* _Records to use_
======

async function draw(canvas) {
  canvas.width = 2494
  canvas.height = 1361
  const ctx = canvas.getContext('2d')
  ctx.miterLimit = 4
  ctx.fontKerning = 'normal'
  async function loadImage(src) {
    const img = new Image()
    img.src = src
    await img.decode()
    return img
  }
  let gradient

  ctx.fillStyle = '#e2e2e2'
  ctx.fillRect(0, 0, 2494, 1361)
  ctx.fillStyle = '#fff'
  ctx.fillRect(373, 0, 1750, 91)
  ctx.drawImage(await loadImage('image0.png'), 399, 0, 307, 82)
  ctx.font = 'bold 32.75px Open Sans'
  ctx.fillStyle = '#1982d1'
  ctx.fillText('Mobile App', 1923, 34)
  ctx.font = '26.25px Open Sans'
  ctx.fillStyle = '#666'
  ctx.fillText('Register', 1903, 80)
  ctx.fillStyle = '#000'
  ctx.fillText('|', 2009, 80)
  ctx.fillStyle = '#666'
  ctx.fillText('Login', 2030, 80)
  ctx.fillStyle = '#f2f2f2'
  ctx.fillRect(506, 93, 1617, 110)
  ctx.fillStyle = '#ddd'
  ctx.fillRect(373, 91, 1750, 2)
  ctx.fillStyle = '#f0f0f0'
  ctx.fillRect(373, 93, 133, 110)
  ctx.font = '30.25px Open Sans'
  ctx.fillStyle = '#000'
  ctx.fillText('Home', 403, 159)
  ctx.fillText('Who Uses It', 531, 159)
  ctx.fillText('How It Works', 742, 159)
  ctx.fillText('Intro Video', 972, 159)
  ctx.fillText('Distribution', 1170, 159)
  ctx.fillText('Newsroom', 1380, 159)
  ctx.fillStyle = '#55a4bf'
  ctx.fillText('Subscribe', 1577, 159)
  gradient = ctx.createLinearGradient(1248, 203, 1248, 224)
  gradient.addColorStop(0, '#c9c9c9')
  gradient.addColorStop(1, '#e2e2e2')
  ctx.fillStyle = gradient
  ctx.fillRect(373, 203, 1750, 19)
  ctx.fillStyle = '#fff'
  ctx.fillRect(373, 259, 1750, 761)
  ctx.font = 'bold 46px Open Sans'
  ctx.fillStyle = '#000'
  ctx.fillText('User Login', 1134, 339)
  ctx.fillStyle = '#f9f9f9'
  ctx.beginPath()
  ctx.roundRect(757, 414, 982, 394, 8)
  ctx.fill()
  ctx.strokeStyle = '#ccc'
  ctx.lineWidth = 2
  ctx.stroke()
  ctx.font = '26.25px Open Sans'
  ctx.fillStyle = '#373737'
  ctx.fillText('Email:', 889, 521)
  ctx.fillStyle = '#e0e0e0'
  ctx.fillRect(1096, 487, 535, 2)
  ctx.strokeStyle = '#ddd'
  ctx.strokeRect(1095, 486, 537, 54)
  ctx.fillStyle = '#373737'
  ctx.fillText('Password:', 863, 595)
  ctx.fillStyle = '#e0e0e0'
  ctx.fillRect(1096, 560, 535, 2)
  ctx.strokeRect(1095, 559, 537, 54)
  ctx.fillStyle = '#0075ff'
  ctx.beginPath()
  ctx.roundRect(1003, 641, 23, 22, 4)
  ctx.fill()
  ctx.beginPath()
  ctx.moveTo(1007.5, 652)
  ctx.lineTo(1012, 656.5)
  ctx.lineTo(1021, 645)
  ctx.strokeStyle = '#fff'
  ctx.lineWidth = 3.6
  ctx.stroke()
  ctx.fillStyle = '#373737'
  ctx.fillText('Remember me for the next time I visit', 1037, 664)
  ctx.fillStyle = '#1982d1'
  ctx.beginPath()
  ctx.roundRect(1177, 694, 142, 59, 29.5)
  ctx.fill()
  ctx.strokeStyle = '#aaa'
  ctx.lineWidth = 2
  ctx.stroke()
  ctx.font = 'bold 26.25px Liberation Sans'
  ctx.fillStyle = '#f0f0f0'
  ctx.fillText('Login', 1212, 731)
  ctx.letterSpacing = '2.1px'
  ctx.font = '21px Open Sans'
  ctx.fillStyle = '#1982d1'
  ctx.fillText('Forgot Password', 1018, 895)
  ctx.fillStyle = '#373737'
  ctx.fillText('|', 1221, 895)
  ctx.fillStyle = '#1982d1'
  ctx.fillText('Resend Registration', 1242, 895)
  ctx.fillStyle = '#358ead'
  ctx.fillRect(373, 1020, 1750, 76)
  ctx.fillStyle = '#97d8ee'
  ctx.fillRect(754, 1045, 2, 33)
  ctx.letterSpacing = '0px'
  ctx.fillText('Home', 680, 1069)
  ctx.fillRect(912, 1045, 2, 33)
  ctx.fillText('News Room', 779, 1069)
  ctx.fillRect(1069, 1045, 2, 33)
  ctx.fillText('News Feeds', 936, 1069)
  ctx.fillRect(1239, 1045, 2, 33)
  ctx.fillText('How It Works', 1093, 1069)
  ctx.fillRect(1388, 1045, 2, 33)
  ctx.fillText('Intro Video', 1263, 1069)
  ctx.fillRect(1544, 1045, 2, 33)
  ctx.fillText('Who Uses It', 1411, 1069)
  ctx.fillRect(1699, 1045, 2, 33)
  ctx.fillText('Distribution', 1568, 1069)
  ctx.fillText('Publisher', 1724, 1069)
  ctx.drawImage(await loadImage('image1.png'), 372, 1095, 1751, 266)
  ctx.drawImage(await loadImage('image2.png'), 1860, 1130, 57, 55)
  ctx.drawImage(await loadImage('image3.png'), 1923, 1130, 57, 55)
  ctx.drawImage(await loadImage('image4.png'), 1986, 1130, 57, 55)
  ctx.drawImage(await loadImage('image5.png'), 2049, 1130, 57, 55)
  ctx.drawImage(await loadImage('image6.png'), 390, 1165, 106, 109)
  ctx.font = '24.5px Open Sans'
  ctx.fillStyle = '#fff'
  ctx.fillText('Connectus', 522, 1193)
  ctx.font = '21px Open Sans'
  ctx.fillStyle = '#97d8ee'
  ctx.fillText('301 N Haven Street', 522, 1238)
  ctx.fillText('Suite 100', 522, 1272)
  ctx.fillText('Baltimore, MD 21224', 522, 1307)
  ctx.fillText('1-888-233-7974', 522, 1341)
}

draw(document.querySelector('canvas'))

======

The entries above hold the needed span. Transcribe exactly the lines from the one with "ctx.fillText('Home', 403, 159)" to the one with "ctx.lineTo(1012, 656.5)", both included.

* _Problem solution_
  ctx.fillText('Home', 403, 159)
  ctx.fillText('Who Uses It', 531, 159)
  ctx.fillText('How It Works', 742, 159)
  ctx.fillText('Intro Video', 972, 159)
  ctx.fillText('Distribution', 1170, 159)
  ctx.fillText('Newsroom', 1380, 159)
  ctx.fillStyle = '#55a4bf'
  ctx.fillText('Subscribe', 1577, 159)
  gradient = ctx.createLinearGradient(1248, 203, 1248, 224)
  gradient.addColorStop(0, '#c9c9c9')
  gradient.addColorStop(1, '#e2e2e2')
  ctx.fillStyle = gradient
  ctx.fillRect(373, 203, 1750, 19)
  ctx.fillStyle = '#fff'
  ctx.fillRect(373, 259, 1750, 761)
  ctx.font = 'bold 46px Open Sans'
  ctx.fillStyle = '#000'
  ctx.fillText('User Login', 1134, 339)
  ctx.fillStyle = '#f9f9f9'
  ctx.beginPath()
  ctx.roundRect(757, 414, 982, 394, 8)
  ctx.fill()
  ctx.strokeStyle = '#ccc'
  ctx.lineWidth = 2
  ctx.stroke()
  ctx.font = '26.25px Open Sans'
  ctx.fillStyle = '#373737'
  ctx.fillText('Email:', 889, 521)
  ctx.fillStyle = '#e0e0e0'
  ctx.fillRect(1096, 487, 535, 2)
  ctx.strokeStyle = '#ddd'
  ctx.strokeRect(1095, 486, 537, 54)
  ctx.fillStyle = '#373737'
  ctx.fillText('Password:', 863, 595)
  ctx.fillStyle = '#e0e0e0'
  ctx.fillRect(1096, 560, 535, 2)
  ctx.strokeRect(1095, 559, 537, 54)
  ctx.fillStyle = '#0075ff'
  ctx.beginPath()
  ctx.roundRect(1003, 641, 23, 22, 4)
  ctx.fill()
  ctx.beginPath()
  ctx.moveTo(1007.5, 652)
  ctx.lineTo(1012, 656.5)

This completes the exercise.